=== EXERCISE PROMPT ===
In the records below, tally each line that contains the word "Chute" and give the total only.

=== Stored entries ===
+ + + + +
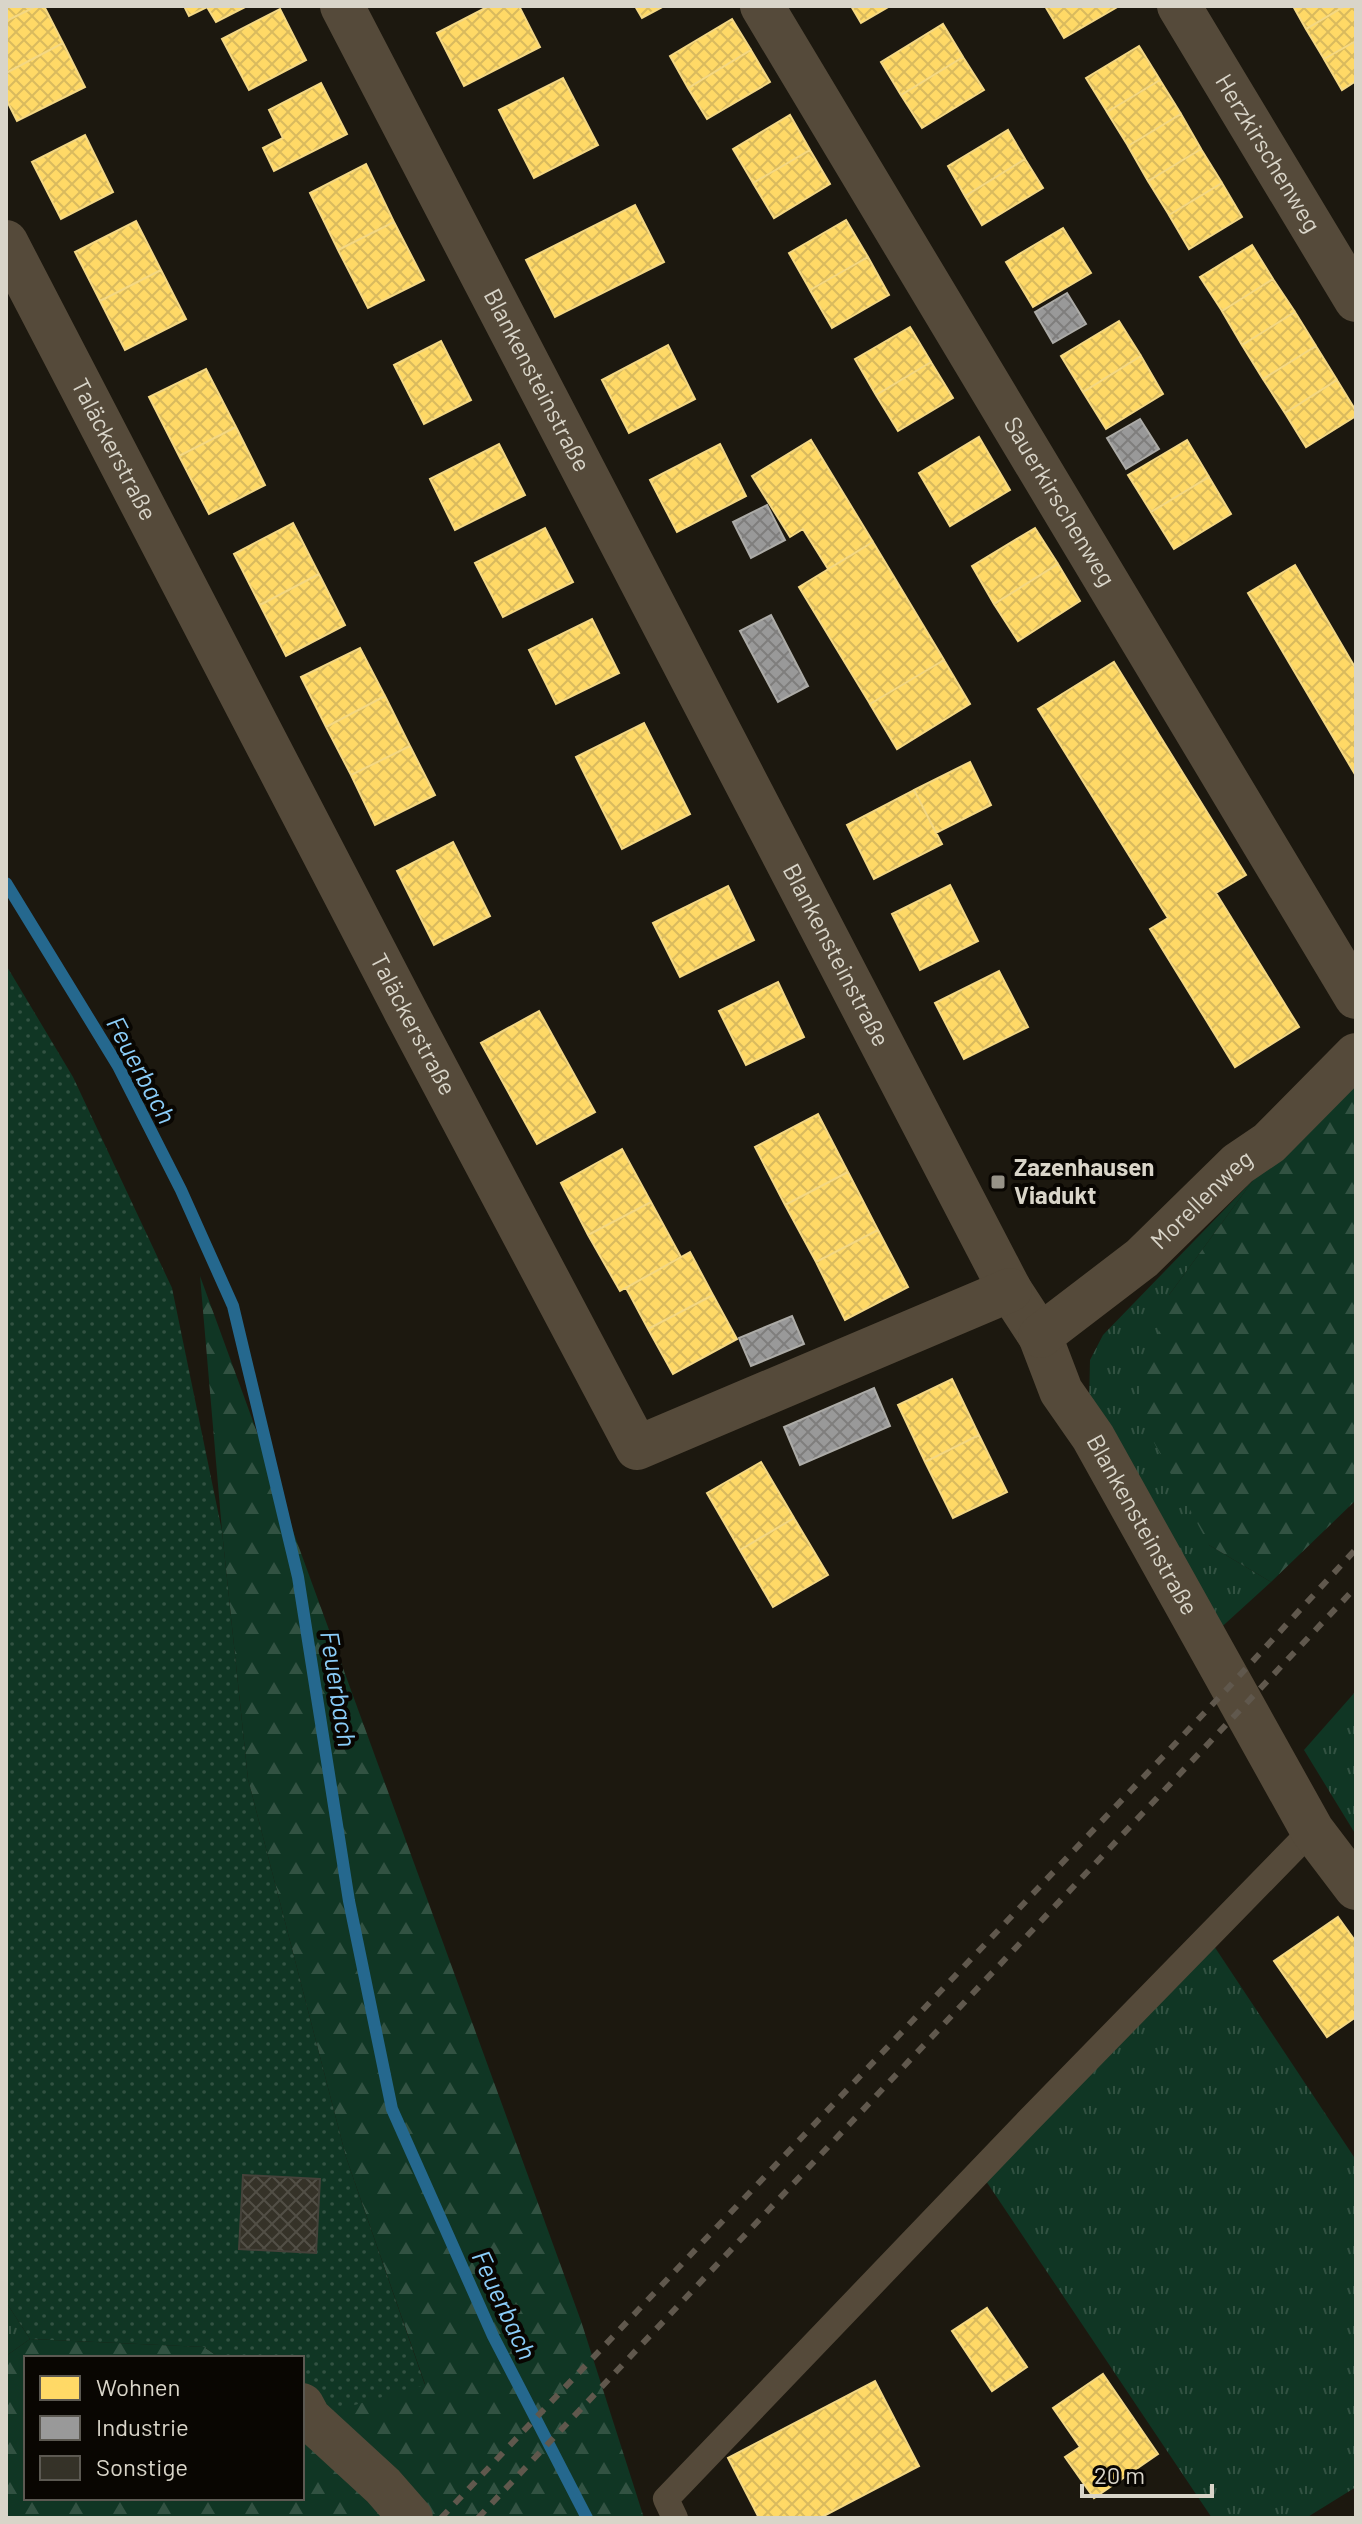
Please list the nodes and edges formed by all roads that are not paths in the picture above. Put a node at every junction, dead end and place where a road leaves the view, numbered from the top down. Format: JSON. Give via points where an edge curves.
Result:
{"nodes":[{"id":1,"x":342,"y":6,"type":"edge"},
{"id":2,"x":762,"y":6,"type":"edge"},
{"id":3,"x":1179,"y":6,"type":"edge"},
{"id":4,"x":6,"y":242,"type":"edge"},
{"id":5,"x":1356,"y":300,"type":"edge"},
{"id":6,"x":1356,"y":997,"type":"edge"},
{"id":7,"x":1356,"y":1055,"type":"edge"},
{"id":8,"x":1010,"y":1290,"type":"junction"},
{"id":9,"x":1040,"y":1336,"type":"junction"},
{"id":10,"x":1312,"y":1830,"type":"junction"},
{"id":11,"x":1356,"y":1888,"type":"edge"},
{"id":12,"x":304,"y":2409,"type":"edge"},
{"id":13,"x":411,"y":2518,"type":"edge"},
{"id":14,"x":675,"y":2518,"type":"edge"}],
"edges":[{"from":1,"to":8,"type":"street","name":"Blankensteinstraße"},
{"from":2,"to":6,"type":"street","name":"Sauerkirschenweg"},
{"from":3,"to":5,"type":"street","name":"Herzkirschenweg"},
{"from":4,"to":8,"type":"street","name":"Taläckerstraße","via":[[637,1448]]},
{"from":7,"to":9,"type":"street","name":"Morellenweg","via":[[1142,1258]]},
{"from":8,"to":9,"type":"street","name":"Blankensteinstraße"},
{"from":9,"to":10,"type":"street","name":"Blankensteinstraße","via":[[1061,1391],[1093,1437]]},
{"from":10,"to":11,"type":"street","name":"Blankensteinstraße"},
{"from":10,"to":14,"type":"lane","via":[[666,2499]]},
{"from":12,"to":13,"type":"street"}]}
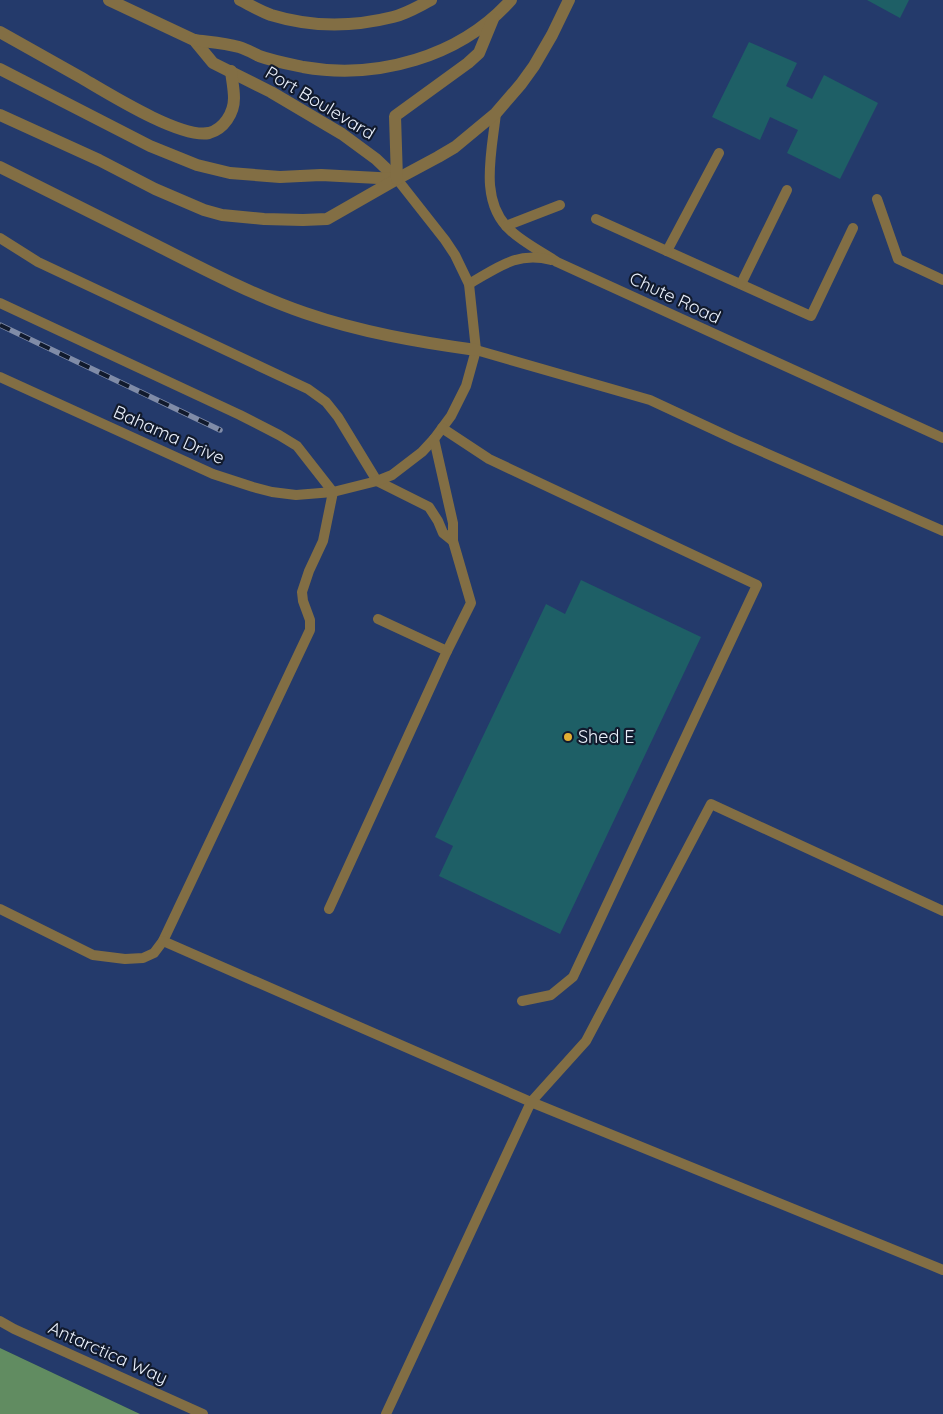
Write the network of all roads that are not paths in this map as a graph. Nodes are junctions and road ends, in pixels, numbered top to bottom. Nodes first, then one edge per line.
1 (109, 0) edge
2 (240, 0) edge
3 (431, 0) edge
4 (511, 0) edge
5 (569, 0) edge
6 (493, 19) junction
7 (0, 32) edge
8 (194, 40) junction
9 (0, 69) edge
10 (231, 72) junction
11 (496, 113) junction
12 (0, 114) edge
13 (720, 153) dead end
14 (0, 167) edge
15 (398, 179) junction
16 (787, 190) dead end
17 (878, 200) dead end
18 (560, 205) dead end
19 (596, 219) dead end
20 (506, 226) junction
21 (853, 228) dead end
22 (0, 238) edge
23 (667, 251) junction
24 (556, 262) junction
25 (943, 280) edge
26 (469, 284) junction
27 (740, 284) junction
28 (0, 303) edge
29 (476, 350) junction
30 (0, 377) edge
31 (442, 428) junction
32 (943, 438) edge
33 (434, 439) junction
34 (377, 481) junction
35 (333, 492) junction
36 (943, 531) edge
37 (453, 541) junction
38 (378, 619) dead end
39 (447, 651) junction
40 (0, 909) edge
41 (329, 909) dead end
42 (943, 911) edge
43 (163, 941) junction
44 (522, 1001) dead end
45 (531, 1102) junction
46 (943, 1270) edge
47 (0, 1321) edge
48 (203, 1414) edge
49 (386, 1414) edge

1 - 8 street, Port Boulevard
2 - 3 street
4 - 6 street
5 - 11 street
6 - 8 street
6 - 15 street
7 - 10 street
8 - 10 street, Port Boulevard
9 - 15 street
10 - 15 street, Port Boulevard
11 - 15 street
11 - 20 lane, Chute Road
12 - 15 street
13 - 23 lane
14 - 29 street
15 - 26 lane
16 - 27 lane
17 - 25 lane
18 - 20 lane
19 - 23 lane
20 - 24 lane, Chute Road
21 - 27 lane
22 - 34 lane
23 - 27 lane
24 - 26 lane
24 - 32 lane, Chute Road
26 - 29 lane
28 - 35 lane
29 - 31 lane, Bahama Drive
29 - 36 lane
30 - 35 lane, Bahama Drive
31 - 33 lane, Bahama Drive
31 - 44 lane
33 - 34 lane, Bahama Drive
33 - 37 lane
34 - 35 lane, Bahama Drive
34 - 37 lane
35 - 43 lane
37 - 39 lane
38 - 39 lane
39 - 41 lane
40 - 43 lane
42 - 45 lane
43 - 45 lane
45 - 46 lane
45 - 49 lane
47 - 48 lane, Antarctica Way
+ + + + +
=== ANSWER BOX ===
3